WHAT IS REQUIRED: Please copy out the entries until you have copied the line that contains "Write the network of all roads that", beginning with the first line.

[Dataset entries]
★ ★ ★

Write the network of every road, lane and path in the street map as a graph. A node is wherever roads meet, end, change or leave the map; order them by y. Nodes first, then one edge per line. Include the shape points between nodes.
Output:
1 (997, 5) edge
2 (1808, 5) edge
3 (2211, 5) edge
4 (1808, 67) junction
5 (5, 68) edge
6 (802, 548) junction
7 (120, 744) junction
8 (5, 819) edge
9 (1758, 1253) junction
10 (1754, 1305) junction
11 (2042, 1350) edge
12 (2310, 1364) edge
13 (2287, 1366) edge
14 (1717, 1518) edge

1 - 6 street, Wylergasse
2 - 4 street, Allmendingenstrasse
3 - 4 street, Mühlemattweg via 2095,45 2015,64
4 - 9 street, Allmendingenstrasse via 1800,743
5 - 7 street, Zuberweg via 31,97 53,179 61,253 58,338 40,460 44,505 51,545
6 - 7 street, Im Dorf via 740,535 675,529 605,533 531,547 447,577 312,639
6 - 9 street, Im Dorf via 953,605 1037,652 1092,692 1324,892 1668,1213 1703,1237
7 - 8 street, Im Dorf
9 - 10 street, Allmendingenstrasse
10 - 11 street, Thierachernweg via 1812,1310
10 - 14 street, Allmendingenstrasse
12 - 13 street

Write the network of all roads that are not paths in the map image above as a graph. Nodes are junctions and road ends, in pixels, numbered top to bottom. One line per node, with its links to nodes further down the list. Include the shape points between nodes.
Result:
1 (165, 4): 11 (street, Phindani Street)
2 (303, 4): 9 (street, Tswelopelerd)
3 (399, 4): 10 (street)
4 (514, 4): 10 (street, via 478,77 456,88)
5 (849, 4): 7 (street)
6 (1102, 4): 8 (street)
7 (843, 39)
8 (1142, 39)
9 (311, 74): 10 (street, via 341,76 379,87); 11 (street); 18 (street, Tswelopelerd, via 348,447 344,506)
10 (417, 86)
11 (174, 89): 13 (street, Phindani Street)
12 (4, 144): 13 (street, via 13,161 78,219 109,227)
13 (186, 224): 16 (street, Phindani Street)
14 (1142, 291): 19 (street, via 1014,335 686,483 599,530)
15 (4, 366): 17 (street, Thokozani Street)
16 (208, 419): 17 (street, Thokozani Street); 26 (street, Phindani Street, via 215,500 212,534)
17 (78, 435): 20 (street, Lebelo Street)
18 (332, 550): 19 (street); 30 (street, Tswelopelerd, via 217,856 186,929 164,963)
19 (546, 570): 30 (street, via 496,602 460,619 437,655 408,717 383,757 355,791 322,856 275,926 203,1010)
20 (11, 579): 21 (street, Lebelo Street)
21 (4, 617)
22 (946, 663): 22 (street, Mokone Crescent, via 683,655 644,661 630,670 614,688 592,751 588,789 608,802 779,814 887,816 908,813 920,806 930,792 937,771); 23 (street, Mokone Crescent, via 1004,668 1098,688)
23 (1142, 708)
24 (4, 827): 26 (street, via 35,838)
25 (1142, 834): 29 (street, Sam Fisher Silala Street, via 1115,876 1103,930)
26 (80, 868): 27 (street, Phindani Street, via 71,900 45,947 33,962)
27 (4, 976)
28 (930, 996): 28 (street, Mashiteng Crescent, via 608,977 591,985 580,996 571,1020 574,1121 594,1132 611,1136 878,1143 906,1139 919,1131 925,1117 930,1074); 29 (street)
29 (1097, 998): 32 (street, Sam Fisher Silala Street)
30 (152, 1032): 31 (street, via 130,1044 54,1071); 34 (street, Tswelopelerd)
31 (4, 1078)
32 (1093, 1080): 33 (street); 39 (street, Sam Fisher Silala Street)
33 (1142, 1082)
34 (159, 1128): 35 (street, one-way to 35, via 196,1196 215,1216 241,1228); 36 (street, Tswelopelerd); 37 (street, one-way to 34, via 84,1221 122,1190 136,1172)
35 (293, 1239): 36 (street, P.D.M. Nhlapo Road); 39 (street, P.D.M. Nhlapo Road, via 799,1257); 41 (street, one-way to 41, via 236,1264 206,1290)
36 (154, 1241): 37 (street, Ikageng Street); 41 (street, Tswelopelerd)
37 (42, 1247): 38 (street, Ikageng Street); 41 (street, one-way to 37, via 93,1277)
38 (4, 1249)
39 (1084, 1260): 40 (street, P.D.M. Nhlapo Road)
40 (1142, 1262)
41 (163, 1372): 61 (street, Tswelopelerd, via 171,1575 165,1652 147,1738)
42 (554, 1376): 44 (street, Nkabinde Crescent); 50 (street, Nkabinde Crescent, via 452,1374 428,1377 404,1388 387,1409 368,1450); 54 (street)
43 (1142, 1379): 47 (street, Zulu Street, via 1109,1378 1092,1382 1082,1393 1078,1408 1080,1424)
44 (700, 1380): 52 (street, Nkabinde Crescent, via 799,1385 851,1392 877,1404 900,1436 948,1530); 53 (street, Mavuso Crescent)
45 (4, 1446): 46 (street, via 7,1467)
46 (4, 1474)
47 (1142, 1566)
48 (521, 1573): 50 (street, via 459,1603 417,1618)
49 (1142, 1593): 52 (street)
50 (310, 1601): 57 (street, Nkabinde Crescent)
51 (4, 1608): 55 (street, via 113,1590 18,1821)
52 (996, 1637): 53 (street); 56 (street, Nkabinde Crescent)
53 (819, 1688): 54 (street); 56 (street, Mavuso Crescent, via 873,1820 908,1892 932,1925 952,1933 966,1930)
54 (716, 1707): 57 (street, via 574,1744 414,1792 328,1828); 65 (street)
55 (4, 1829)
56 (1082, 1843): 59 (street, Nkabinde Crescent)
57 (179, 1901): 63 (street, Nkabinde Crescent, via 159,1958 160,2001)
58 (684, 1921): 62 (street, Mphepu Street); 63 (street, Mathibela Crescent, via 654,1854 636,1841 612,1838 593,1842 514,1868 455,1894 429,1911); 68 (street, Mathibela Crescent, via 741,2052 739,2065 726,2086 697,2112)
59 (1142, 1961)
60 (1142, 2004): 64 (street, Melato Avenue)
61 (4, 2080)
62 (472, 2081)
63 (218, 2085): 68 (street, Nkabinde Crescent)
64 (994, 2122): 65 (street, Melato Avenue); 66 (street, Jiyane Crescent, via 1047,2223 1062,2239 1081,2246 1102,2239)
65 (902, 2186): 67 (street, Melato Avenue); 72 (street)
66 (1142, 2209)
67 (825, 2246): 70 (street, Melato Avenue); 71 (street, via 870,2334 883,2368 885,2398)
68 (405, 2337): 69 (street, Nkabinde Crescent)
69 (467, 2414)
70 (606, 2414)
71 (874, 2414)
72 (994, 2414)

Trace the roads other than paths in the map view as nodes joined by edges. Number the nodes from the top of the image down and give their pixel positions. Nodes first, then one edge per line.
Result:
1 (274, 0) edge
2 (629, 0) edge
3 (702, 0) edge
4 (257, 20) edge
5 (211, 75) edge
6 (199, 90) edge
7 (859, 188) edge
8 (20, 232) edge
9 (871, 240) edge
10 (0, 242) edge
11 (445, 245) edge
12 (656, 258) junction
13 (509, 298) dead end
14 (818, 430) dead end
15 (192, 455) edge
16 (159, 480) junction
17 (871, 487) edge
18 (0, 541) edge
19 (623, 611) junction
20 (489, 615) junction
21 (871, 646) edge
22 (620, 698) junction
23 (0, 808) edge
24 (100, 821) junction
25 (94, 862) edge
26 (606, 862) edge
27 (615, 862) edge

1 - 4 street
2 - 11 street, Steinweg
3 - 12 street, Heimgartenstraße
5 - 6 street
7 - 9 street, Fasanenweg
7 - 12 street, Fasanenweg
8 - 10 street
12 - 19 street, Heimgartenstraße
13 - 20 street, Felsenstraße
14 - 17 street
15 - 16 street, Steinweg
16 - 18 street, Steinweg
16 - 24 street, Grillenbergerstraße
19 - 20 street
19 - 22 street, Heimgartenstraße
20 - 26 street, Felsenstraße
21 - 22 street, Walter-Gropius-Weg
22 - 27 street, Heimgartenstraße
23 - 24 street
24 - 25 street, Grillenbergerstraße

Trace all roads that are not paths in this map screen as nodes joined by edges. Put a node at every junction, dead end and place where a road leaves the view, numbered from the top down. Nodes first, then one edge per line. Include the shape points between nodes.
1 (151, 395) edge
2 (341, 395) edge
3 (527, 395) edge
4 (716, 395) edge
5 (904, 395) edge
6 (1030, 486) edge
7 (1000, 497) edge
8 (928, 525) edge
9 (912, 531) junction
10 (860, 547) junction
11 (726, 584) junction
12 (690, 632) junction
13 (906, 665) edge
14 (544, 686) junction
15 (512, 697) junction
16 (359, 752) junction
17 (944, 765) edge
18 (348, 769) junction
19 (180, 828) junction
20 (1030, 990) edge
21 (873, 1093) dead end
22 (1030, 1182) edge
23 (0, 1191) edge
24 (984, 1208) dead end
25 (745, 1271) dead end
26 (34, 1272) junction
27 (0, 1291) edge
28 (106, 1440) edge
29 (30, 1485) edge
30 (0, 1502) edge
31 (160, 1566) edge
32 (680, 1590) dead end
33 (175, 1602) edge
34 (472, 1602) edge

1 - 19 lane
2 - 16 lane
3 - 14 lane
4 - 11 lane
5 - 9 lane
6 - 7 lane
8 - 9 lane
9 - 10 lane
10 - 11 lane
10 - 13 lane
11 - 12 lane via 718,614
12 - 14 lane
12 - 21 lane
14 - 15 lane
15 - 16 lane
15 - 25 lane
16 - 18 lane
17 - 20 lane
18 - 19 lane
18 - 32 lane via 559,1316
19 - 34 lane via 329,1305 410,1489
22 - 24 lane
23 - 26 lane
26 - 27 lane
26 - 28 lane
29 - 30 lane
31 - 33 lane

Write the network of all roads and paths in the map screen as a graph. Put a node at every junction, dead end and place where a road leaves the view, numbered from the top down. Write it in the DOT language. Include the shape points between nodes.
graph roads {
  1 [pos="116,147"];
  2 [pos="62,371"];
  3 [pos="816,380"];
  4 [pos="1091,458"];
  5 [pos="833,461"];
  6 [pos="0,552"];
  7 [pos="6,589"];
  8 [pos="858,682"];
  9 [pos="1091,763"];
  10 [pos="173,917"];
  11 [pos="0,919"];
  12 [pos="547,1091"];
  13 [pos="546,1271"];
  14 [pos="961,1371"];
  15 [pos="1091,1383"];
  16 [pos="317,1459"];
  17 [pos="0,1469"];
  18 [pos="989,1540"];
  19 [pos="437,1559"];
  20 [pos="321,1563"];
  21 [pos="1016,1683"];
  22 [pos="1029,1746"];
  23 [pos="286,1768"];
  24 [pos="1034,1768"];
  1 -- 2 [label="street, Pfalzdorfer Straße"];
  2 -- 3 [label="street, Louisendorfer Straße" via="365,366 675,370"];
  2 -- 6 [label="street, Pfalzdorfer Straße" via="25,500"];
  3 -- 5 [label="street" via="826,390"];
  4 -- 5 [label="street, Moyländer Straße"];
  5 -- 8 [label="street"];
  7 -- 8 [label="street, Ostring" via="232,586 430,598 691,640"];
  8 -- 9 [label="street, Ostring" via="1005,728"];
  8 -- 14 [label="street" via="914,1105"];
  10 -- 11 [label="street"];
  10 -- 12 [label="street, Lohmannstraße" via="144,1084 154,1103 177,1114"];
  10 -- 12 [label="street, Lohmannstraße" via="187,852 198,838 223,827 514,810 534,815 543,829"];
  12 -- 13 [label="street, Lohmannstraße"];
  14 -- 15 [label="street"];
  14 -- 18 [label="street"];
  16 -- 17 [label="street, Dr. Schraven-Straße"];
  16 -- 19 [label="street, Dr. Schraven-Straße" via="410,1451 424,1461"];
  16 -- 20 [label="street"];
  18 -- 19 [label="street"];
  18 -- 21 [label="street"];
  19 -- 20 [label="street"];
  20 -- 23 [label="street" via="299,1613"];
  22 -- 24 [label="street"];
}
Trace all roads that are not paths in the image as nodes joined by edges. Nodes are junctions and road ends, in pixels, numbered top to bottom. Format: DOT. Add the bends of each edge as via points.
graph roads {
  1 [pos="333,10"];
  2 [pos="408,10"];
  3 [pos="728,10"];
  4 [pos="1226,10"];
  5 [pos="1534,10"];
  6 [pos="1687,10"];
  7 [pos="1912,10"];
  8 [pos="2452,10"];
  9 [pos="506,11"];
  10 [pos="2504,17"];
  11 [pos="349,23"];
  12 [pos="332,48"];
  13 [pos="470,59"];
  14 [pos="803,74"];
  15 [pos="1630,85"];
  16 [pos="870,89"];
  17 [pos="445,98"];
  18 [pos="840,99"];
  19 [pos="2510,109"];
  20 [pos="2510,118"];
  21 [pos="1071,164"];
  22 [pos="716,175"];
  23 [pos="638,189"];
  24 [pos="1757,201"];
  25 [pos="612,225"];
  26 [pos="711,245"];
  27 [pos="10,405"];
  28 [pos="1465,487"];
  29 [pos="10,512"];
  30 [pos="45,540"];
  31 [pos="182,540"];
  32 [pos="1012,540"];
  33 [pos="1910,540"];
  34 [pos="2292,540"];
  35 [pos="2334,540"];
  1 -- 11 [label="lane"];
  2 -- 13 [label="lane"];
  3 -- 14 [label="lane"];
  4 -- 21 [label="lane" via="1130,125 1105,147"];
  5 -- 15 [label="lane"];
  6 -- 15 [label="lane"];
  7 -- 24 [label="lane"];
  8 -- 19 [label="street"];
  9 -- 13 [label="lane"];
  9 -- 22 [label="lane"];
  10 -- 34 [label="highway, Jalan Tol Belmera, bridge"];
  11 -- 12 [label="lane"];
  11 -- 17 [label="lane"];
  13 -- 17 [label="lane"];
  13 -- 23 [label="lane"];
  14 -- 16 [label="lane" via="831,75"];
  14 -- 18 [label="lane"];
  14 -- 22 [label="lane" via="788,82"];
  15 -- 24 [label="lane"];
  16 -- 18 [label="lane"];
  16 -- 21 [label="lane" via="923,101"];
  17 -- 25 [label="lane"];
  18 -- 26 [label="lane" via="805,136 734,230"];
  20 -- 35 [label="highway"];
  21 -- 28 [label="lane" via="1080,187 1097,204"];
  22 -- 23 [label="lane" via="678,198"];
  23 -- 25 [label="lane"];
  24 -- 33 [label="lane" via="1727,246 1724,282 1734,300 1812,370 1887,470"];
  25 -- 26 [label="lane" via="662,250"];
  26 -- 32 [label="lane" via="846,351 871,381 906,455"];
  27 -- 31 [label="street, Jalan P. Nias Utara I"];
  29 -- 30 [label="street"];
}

★ ★ ★

ANSWER TO THIS PROBLEM:
Write the network of every road, lane and path in the street map as a graph. A node is wherever roads meet, end, change or leave the map; order them by y. Nodes first, then one edge per line. Include the shape points between nodes.
Output:
1 (997, 5) edge
2 (1808, 5) edge
3 (2211, 5) edge
4 (1808, 67) junction
5 (5, 68) edge
6 (802, 548) junction
7 (120, 744) junction
8 (5, 819) edge
9 (1758, 1253) junction
10 (1754, 1305) junction
11 (2042, 1350) edge
12 (2310, 1364) edge
13 (2287, 1366) edge
14 (1717, 1518) edge

1 - 6 street, Wylergasse
2 - 4 street, Allmendingenstrasse
3 - 4 street, Mühlemattweg via 2095,45 2015,64
4 - 9 street, Allmendingenstrasse via 1800,743
5 - 7 street, Zuberweg via 31,97 53,179 61,253 58,338 40,460 44,505 51,545
6 - 7 street, Im Dorf via 740,535 675,529 605,533 531,547 447,577 312,639
6 - 9 street, Im Dorf via 953,605 1037,652 1092,692 1324,892 1668,1213 1703,1237
7 - 8 street, Im Dorf
9 - 10 street, Allmendingenstrasse
10 - 11 street, Thierachernweg via 1812,1310
10 - 14 street, Allmendingenstrasse
12 - 13 street

Write the network of all roads that are not paths in the map image above as a graph. Nodes are junctions and road ends, in pixels, numbered top to bottom. One line per node, with its links to nodes further down the list. Include the shape points between nodes.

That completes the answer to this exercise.